At the end, you will have trained a model to predict road segments over Port Vila.

Map showing RGB image, predicted roads, and groundtruth road masks over Port Vila.
!pip install -q torch xbatcher segmentation-models-pytorch
import geocube.api.core
import geopandas as gpd
import matplotlib.pyplot as plt
import rioxarray
import segmentation_models_pytorch as smp
import torch
import tqdm
import xarray as xr
import xbatcher.loaders.torch

Data preprocessing

Get image data from OpenAerialMap

We’ll be using a Maxar Worldview-2 image with a spatial resolution of 32cm over Port Vila on 2024 October 19.

image_url = "https://oin-hotosm-temp.s3.us-east-1.amazonaws.com/676733089f511a0001cc98b6/0/676733089f511a0001cc98b7.tif"

The RGB images are distributed in a Cloud-optimized GeoTIFF (COG) format. We’ll follow https://corteva.github.io/rioxarray/stable/examples/COG.html to open the file in Python.

Note: We set overview_level=2 to get a lower resolution image. The spatial resolutions at different overview levels are:

  • Level -1 (native): 0.32 meters

  • Level 0: 0.64 meters

  • Level 1: 1.28 meters

  • Level 2: 2.57 meters

rda = rioxarray.open_rasterio(filename=image_url, overview_level=2)
rda
# Check spatial resolution in meters
rda.rio.resolution()
# Check coordinate reference system
rda.rio.crs.to_string()
# Check bounding box extent
bbox = rda.rio.bounds()
bbox

The image in an xarray.DataArray can be plotted using .plot.imshow(rgb="band")

rda.plot.imshow(rgb="band")

There are some black NoData/NaN areas, let’s crop them out using .rio.clip_box.
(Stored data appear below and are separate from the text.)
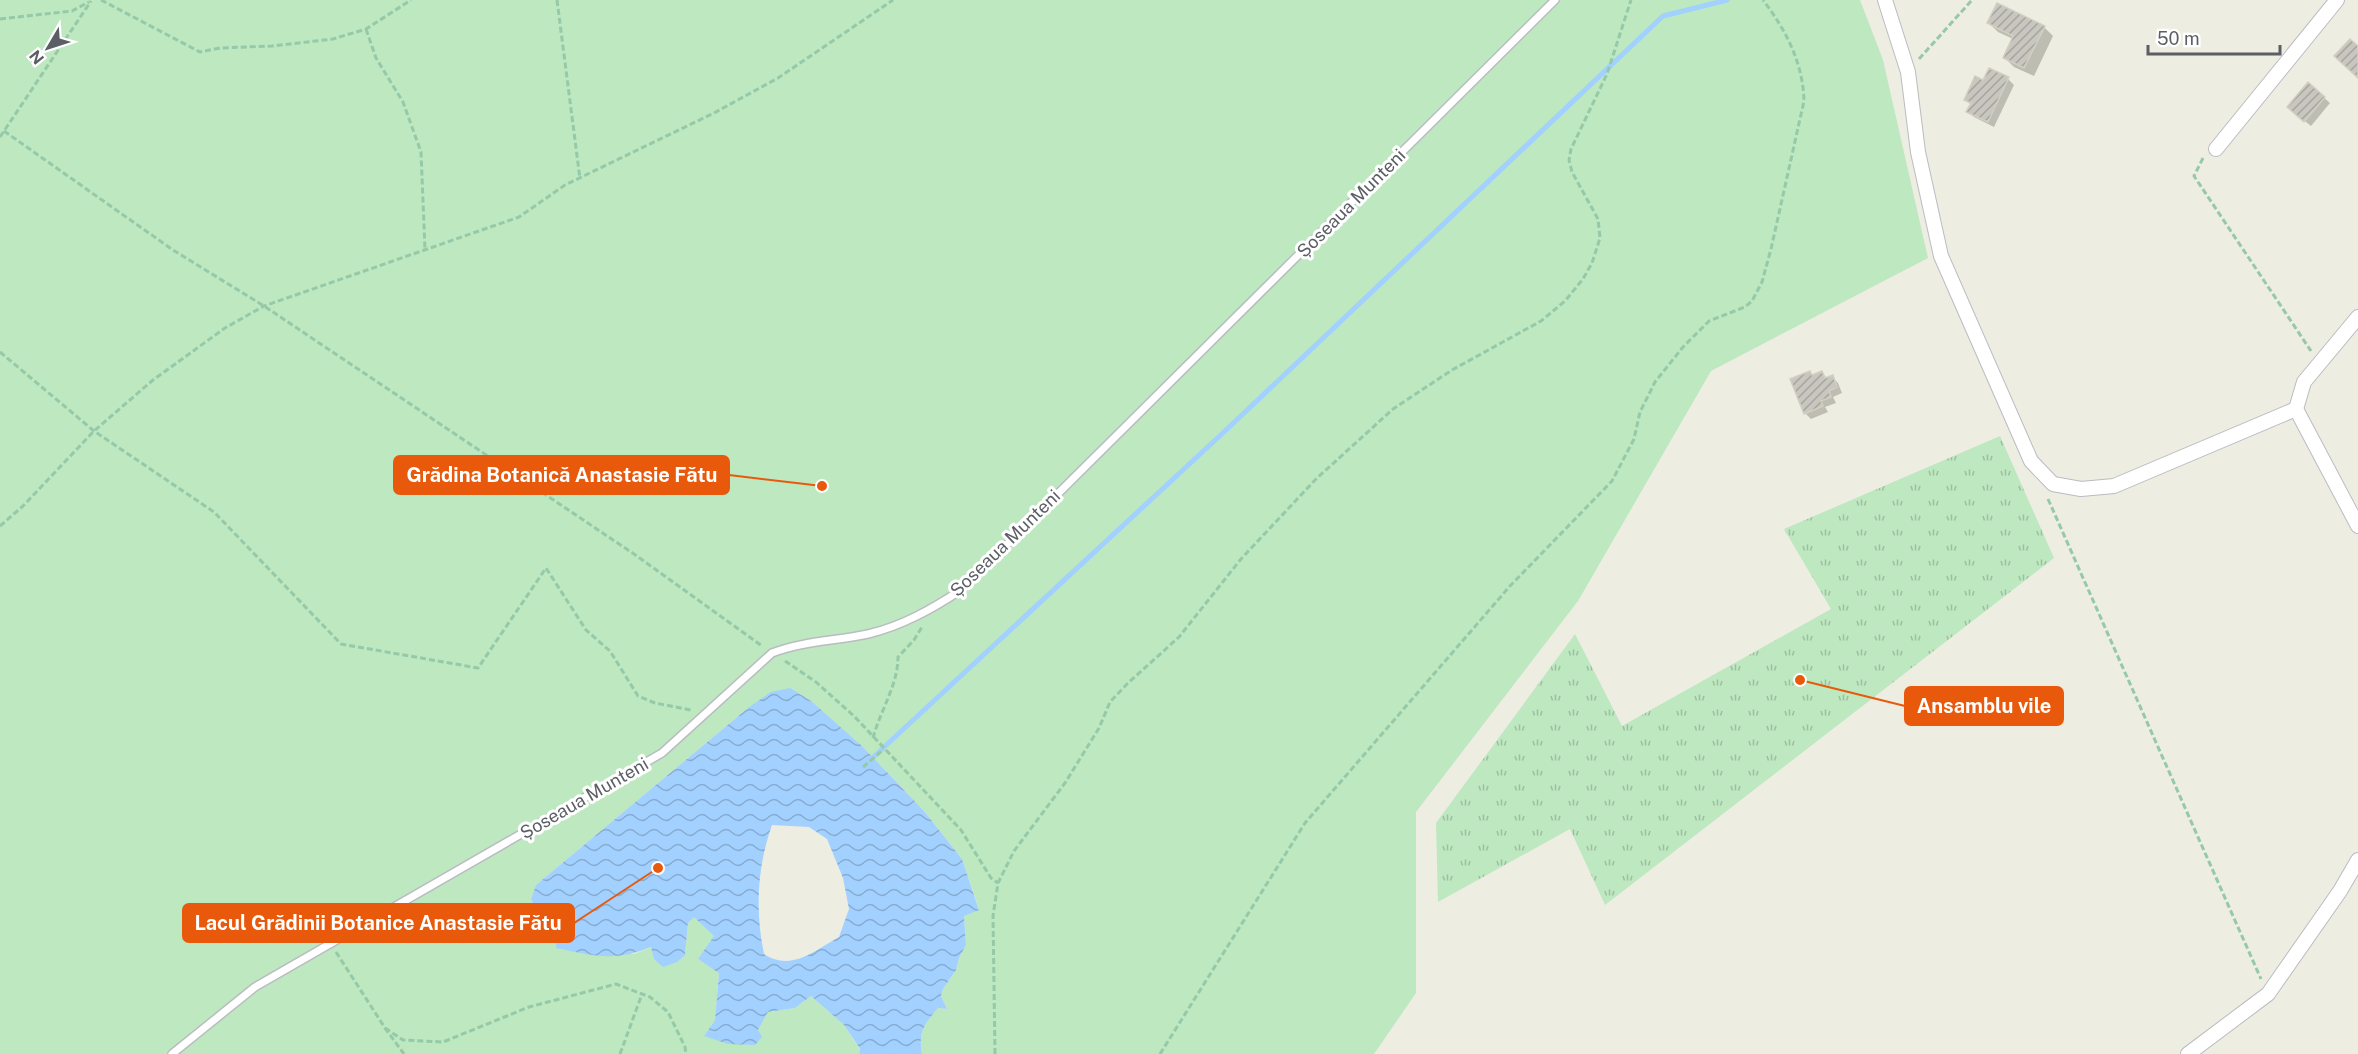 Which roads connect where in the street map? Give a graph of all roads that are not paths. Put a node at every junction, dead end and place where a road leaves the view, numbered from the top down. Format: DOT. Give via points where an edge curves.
graph roads {
  1 [pos="1555,0"];
  2 [pos="1885,0"];
  3 [pos="2337,0"];
  4 [pos="2210,152"];
  5 [pos="2358,317"];
  6 [pos="2296,409"];
  7 [pos="2358,526"];
  8 [pos="2358,860"];
  9 [pos="172,1054"];
  10 [pos="2188,1054"];
  1 -- 9 [label="lane, Șoseaua Munteni" via="961,590 924,613 868,634 814,641 772,653 662,753 255,987"];
  2 -- 6 [label="street" via="1908,72 1918,152 1941,256 2031,461 2053,484 2081,489 2114,486"];
  3 -- 4 [label="street"];
  5 -- 6 [label="street" via="2304,382"];
  6 -- 7 [label="street"];
  8 -- 10 [label="street" via="2268,994"];
} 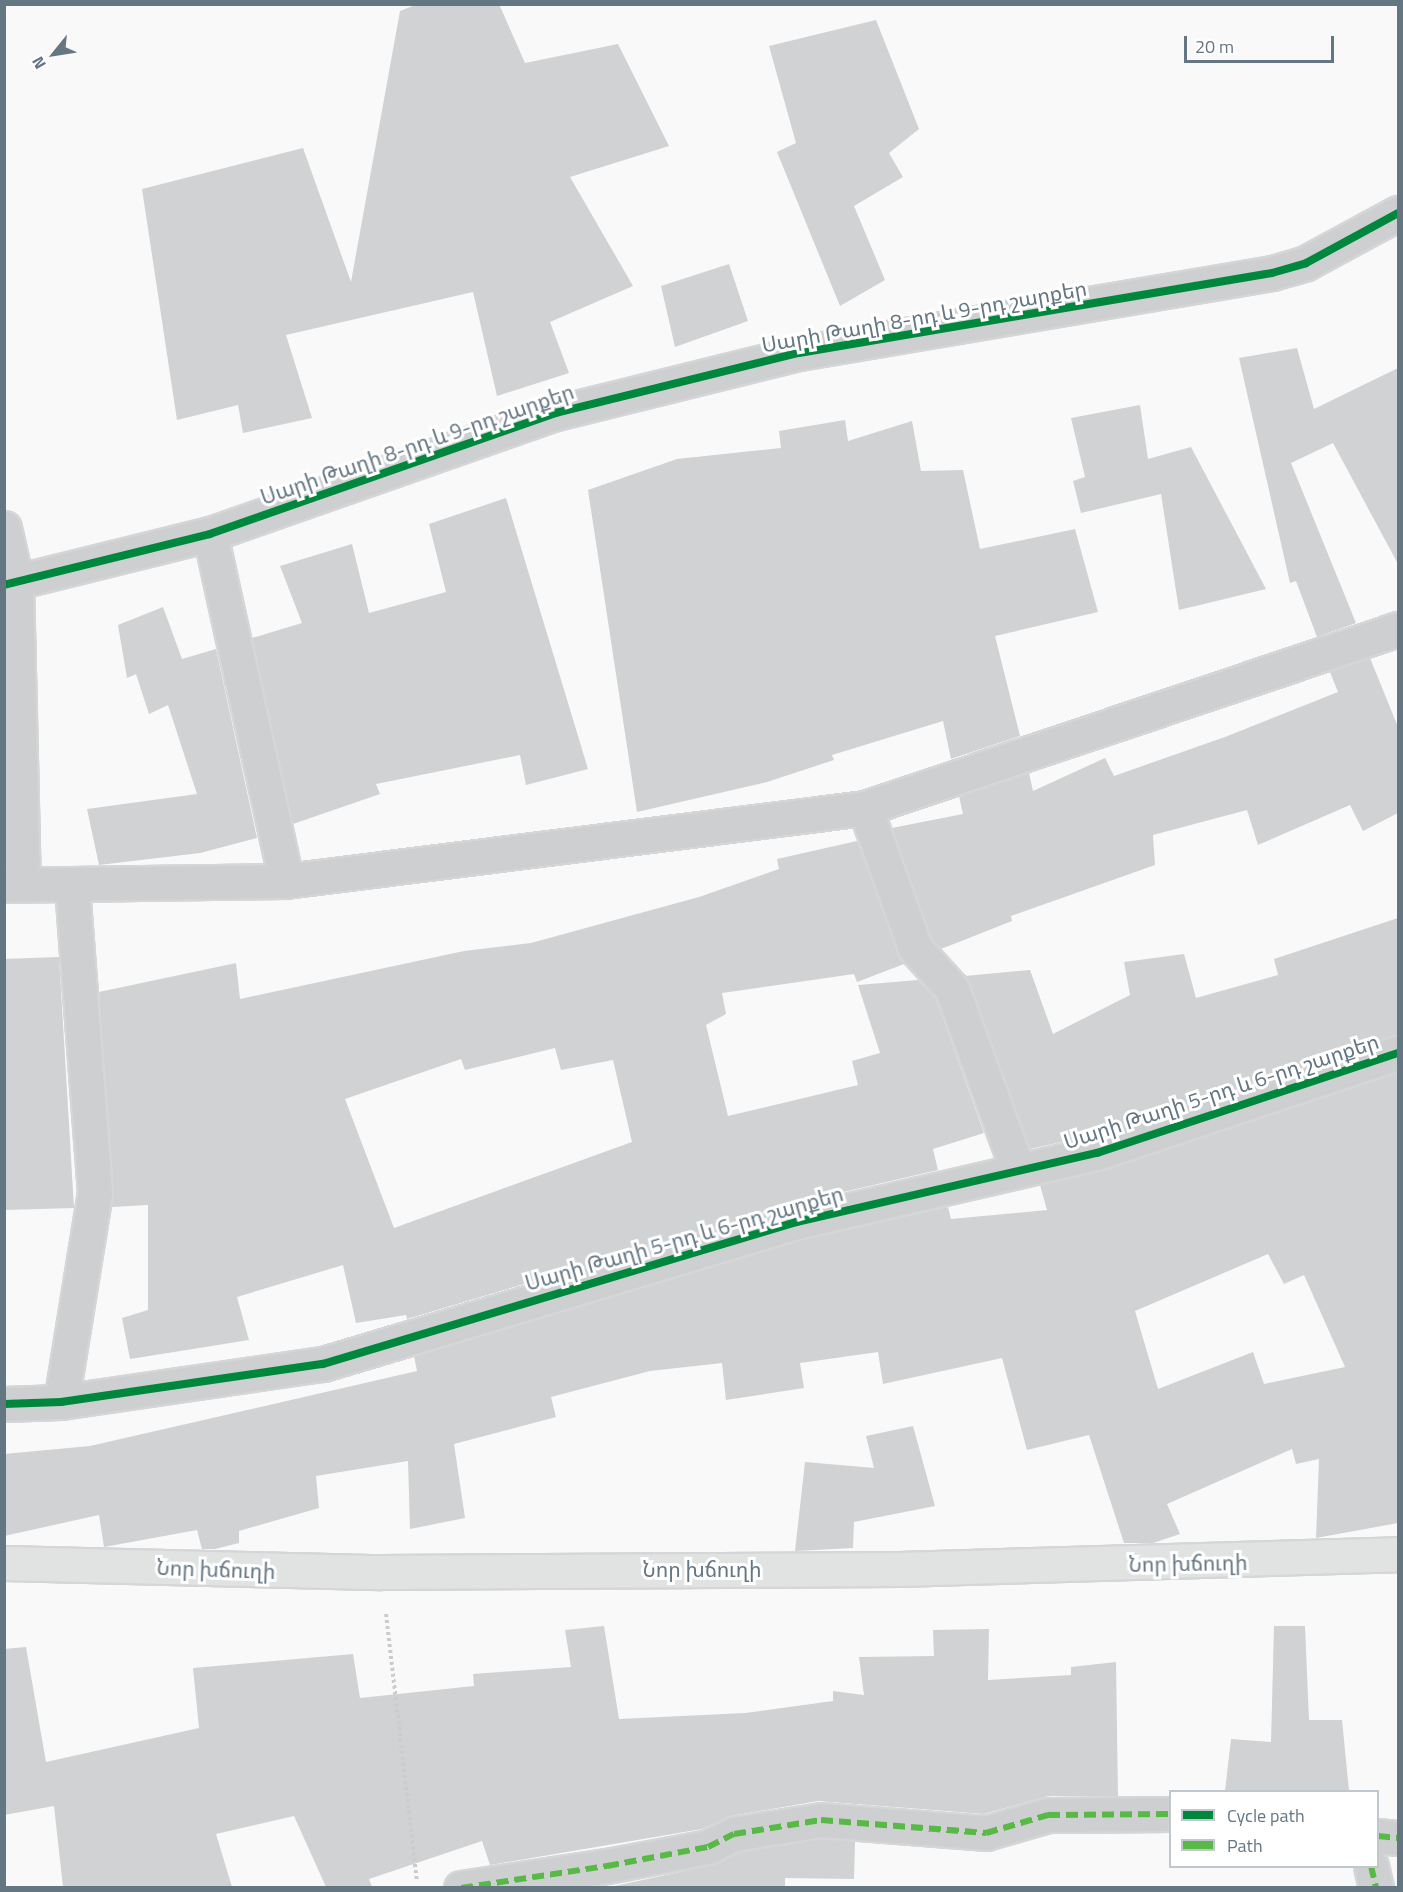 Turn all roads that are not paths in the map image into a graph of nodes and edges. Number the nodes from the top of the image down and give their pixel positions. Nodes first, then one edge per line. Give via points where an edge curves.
1 (1398, 213) edge
2 (4, 528) edge
3 (210, 534) junction
4 (10, 583) edge
5 (1398, 628) edge
6 (865, 808) junction
7 (286, 881) junction
8 (14, 884) edge
9 (72, 885) junction
10 (1398, 1053) edge
11 (1018, 1170) junction
12 (61, 1402) junction
13 (4, 1404) edge
14 (1398, 1554) edge
15 (4, 1563) edge
16 (1169, 1814) edge
17 (1379, 1836) edge
18 (1398, 1838) edge
19 (1371, 1868) edge
20 (461, 1887) edge
21 (1376, 1887) edge

1 - 3 street, Սարի Թաղի 8-րդ և 9-րդ շարքեր via 1314,259 1272,273 800,353 556,413
2 - 4 street
3 - 4 street, Սարի Թաղի 8-րդ և 9-րդ շարքեր
3 - 7 street
4 - 8 street
5 - 6 street
6 - 7 street
6 - 11 street via 915,948 952,989
7 - 9 street
8 - 9 street
9 - 12 street via 95,1192
10 - 11 street, Սարի Թաղի 5-րդ և 6-րդ շարքեր via 1097,1153
11 - 12 street, Սարի Թաղի 5-րդ և 6-րդ շարքեր via 798,1222 323,1364
12 - 13 street, Սարի Թաղի 5-րդ և 6-րդ շարքեր
14 - 15 main road, Նոր խճուղի via 899,1569 381,1572
16 - 20 street via 1048,1815 986,1833 820,1820 734,1834 708,1847 607,1866
17 - 18 street
19 - 21 street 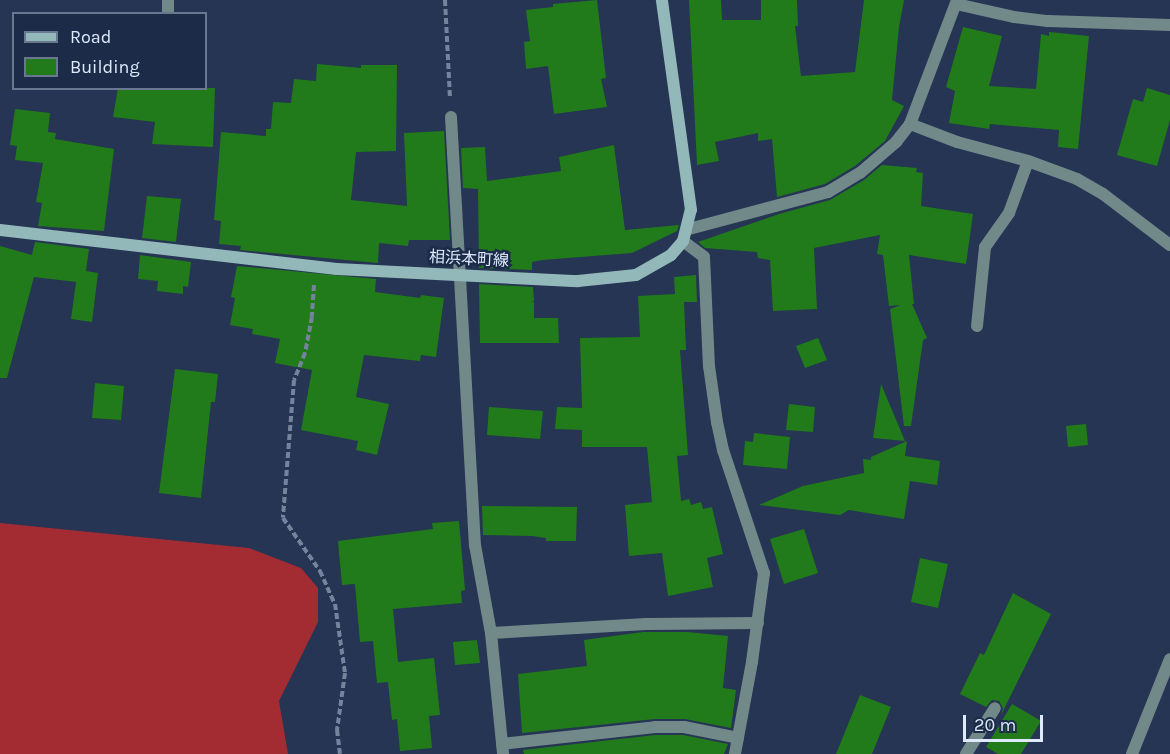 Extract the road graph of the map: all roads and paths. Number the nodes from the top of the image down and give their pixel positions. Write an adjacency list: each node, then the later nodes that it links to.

rda_portvila = rda.rio.clip_box(
    minx=18732000, miny=-2012000, maxx=18742000, maxy=-2002000
)
rda_portvila.plot.imshow(rgb="band")
bbox_portvila = rda_portvila.rio.bounds()
bbox_portvila

Load road linestrings from shapefile

Read from zipfile containing “Roads_Vanuatu_Cleaned_UNOSAT.shp” into a geopandas.GeoDataFrame.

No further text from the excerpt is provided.